* _About this task_
Compute how many lines in the records below contain the string "stream" and give that number without other output.

(Data records begins)

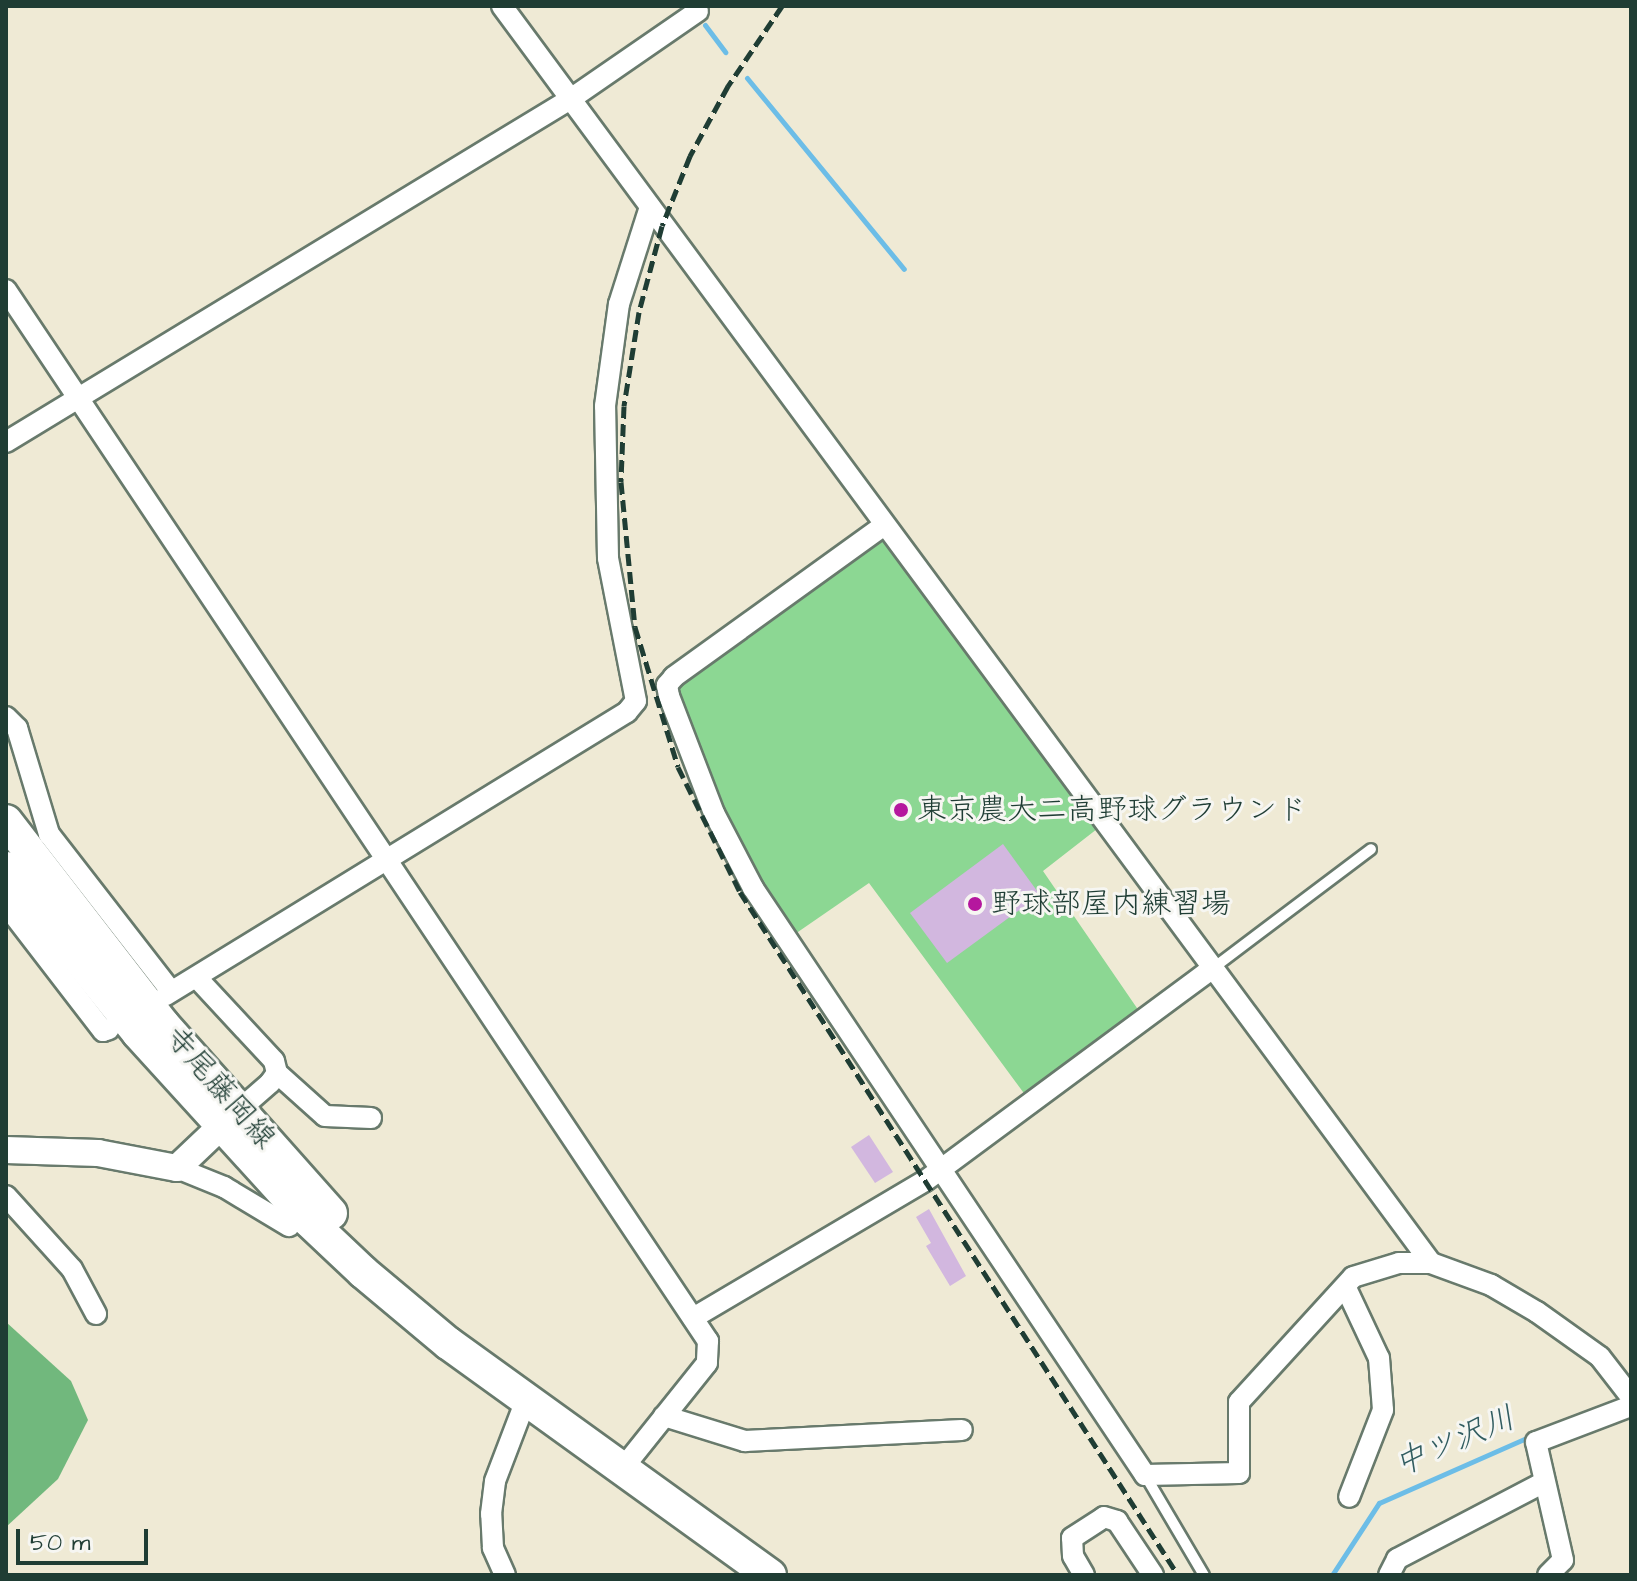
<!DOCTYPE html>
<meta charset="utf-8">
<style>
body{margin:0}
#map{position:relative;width:1637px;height:1581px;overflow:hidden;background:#efead5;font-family:"Architects Daughter","Klee One",sans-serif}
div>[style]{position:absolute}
.green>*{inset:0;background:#8cd793}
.forest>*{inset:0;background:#71b87d}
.stream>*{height:5px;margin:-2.5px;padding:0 2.5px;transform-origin:2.5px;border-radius:2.5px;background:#6cbde7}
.building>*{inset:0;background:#d2b7df}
.roads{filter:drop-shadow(2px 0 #687a6c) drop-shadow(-2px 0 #687a6c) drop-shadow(0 2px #687a6c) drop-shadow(0 -2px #687a6c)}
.service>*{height:10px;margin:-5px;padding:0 5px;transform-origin:5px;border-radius:5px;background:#fff}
.minor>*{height:20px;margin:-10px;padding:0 10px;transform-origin:10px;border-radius:10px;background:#fff}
.tertiary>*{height:26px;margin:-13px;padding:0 13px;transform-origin:13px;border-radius:13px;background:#fff}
.primary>*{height:32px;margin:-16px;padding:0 16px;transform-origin:16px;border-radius:16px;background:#fff}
.rail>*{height:5px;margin-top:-2.5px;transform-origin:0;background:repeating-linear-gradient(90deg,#1f3d34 0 12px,transparent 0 18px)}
.dots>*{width:22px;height:22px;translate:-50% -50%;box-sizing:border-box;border:4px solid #f6f6f2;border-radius:50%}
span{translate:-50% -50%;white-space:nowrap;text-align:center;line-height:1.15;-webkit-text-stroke:6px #f6f6f2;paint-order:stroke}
.poi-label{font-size:30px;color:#1f3d34}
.left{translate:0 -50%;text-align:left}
.street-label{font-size:30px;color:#1f3d34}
.water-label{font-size:32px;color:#325d61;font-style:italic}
.frame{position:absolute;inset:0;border:8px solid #1f3d34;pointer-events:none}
.scale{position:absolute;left:16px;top:1529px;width:132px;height:36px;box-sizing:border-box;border:4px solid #1f3d34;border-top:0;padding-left:10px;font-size:24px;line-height:28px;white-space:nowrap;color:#1f3d34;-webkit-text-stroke:6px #f6f6f2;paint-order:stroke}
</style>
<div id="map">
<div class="green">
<i style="clip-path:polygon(883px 536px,1097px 829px,1043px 871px,1139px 1011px,1026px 1096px,869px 883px,795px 934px,750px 871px,709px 790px,675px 687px)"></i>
</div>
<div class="forest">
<i style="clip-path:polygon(6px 1322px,71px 1381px,88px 1420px,58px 1479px,6px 1527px)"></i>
</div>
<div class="stream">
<i style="left:705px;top:25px;width:34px;rotate:53deg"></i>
<i style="left:747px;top:78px;width:247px;rotate:50.6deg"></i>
<i style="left:1332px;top:1575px;width:86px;rotate:-56.9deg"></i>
<i style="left:1379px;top:1503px;width:168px;rotate:-23.8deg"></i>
</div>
<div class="building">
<i style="clip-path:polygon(1003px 844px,1040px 895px,947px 963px,910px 913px)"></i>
<i style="clip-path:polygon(869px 1135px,893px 1172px,875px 1183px,851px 1147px)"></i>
<i style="clip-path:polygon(929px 1209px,966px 1276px,950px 1286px,926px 1246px,931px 1243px,916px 1217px)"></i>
</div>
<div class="roads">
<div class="service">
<i style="left:1212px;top:969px;width:199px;rotate:-37deg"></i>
<i style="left:1145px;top:1475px;width:116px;rotate:59.5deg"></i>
</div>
<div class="minor">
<i style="left:502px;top:6px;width:1563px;rotate:53.53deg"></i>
<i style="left:6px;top:290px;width:1264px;rotate:56.26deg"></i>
<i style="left:708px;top:1341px;width:22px;rotate:93deg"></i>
<i style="left:707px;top:1363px;width:136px;rotate:128.7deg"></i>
<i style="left:6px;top:442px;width:662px;rotate:-31.29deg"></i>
<i style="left:572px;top:98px;width:153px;rotate:-34.6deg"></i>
<i style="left:883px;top:526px;width:258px;rotate:144.2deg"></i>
<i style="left:674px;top:677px;width:11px;rotate:131deg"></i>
<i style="left:667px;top:685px;width:11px;rotate:80deg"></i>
<i style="left:669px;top:696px;width:125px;rotate:69deg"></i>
<i style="left:714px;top:813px;width:85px;rotate:62.5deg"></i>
<i style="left:753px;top:888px;width:706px;rotate:56.26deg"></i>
<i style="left:1145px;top:1475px;width:94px;rotate:-1.2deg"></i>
<i style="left:1239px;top:1473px;width:71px;rotate:-90deg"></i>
<i style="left:1239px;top:1402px;width:169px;rotate:-47.6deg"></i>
<i style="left:1353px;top:1277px;width:48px;rotate:-16.9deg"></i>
<i style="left:1399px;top:1263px;width:32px"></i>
<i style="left:1431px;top:1263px;width:64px;rotate:20.1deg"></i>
<i style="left:1491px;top:1285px;width:53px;rotate:30.4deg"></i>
<i style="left:1537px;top:1312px;width:77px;rotate:35.5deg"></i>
<i style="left:1600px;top:1357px;width:51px;rotate:52.2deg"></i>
<i style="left:6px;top:717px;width:16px;rotate:45deg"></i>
<i style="left:17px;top:728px;width:111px;rotate:73.2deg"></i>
<i style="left:49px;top:834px;width:199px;rotate:52.2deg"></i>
<i style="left:6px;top:905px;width:159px;rotate:52.4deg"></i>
<i style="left:103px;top:1031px;width:6px;rotate:-18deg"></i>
<i style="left:197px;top:978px;width:113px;rotate:47.1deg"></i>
<i style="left:274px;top:1061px;width:12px;rotate:76deg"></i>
<i style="left:277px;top:1073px;width:12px;rotate:125deg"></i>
<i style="left:270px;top:1083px;width:43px;rotate:138.8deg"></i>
<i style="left:166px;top:995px;width:541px;rotate:-31.55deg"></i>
<i style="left:627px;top:712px;width:14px;rotate:-51deg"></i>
<i style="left:636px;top:701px;width:146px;rotate:-101.1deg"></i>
<i style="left:608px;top:558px;width:152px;rotate:-91.1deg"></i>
<i style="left:605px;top:406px;width:103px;rotate:-82.2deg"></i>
<i style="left:619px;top:304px;width:102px;rotate:-72.3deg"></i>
<i style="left:277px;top:1073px;width:64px;rotate:41.9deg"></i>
<i style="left:325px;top:1116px;width:46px;rotate:2.5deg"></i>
<i style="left:177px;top:1168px;width:51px;rotate:22deg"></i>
<i style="left:224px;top:1187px;width:76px;rotate:31deg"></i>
<i style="left:6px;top:1196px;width:98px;rotate:47.9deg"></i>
<i style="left:72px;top:1269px;width:51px;rotate:61.9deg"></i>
<i style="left:1346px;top:1288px;width:77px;rotate:64.8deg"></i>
<i style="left:1379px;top:1358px;width:52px;rotate:85.6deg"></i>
<i style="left:1383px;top:1410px;width:93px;rotate:111.3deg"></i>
<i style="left:693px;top:1318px;width:269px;rotate:-30.6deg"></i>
<i style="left:925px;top:1181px;width:357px;rotate:-36.5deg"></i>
<i style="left:664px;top:1416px;width:85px;rotate:17.2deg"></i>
<i style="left:745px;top:1441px;width:217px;rotate:-2.9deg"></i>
<i style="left:505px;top:1575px;width:30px;rotate:-114deg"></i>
<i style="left:493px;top:1548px;width:34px;rotate:-93deg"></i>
<i style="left:491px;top:1514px;width:33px;rotate:-83deg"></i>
<i style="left:495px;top:1481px;width:87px;rotate:-69.1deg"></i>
<i style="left:1084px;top:1575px;width:22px;rotate:-120deg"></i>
<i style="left:1073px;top:1556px;width:18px;rotate:-93deg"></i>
<i style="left:1072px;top:1538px;width:38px;rotate:-33deg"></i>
<i style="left:1104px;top:1517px;width:14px;rotate:17deg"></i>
<i style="left:1117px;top:1521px;width:65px;rotate:56.3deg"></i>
<i style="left:1389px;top:1575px;width:18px;rotate:-63deg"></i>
<i style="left:1397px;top:1559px;width:166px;rotate:-27.6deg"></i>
<i style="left:1548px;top:1575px;width:21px;rotate:-45deg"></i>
<i style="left:1563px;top:1560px;width:121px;rotate:-102.9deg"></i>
<i style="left:1536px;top:1442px;width:102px;rotate:-20.8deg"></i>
</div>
<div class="tertiary">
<i style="left:6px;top:1150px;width:92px;rotate:1.9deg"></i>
<i style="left:98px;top:1153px;width:80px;rotate:10.8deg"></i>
<i style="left:177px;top:1168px;width:80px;rotate:-43.5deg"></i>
</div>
<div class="primary">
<i style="left:6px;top:821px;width:257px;rotate:52.3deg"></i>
<i style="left:163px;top:1024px;width:253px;rotate:48.4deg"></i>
<i style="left:6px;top:868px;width:211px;rotate:51.3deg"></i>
<i style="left:138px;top:1033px;width:253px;rotate:47.7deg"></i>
<i style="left:308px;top:1220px;width:76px;rotate:43.4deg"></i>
<i style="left:363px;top:1272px;width:111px;rotate:39.9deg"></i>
<i style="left:448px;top:1343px;width:397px;rotate:35.8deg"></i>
</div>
</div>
<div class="rail">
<i style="left:782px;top:6px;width:97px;rotate:124deg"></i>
<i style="left:728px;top:86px;width:80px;rotate:118.5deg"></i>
<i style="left:690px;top:156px;width:75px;rotate:111.8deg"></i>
<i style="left:662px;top:226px;width:89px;rotate:105deg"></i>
<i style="left:639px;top:312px;width:95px;rotate:99.1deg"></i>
<i style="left:624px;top:406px;width:76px;rotate:92.3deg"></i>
<i style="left:621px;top:482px;width:146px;rotate:84.5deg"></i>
<i style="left:635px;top:627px;width:146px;rotate:72.9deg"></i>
<i style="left:678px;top:767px;width:140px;rotate:63.6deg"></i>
<i style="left:740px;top:892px;width:811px;rotate:57.33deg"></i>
</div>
<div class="dots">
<i style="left:901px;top:810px;background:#b5179e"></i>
<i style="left:975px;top:904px;background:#b5179e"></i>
</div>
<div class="poi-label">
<span class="left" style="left:917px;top:810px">東京農大二高野球グラウンド</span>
<span class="left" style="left:991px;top:904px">野球部屋内練習場</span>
</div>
<div class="street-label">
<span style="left:220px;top:1088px;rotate:49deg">寺尾藤岡線</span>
</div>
<div class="water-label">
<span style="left:1455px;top:1442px;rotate:-23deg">中ツ沢川</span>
</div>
<div class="frame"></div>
<div class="scale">50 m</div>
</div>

(Data records ends)

* _Answer to this task_
2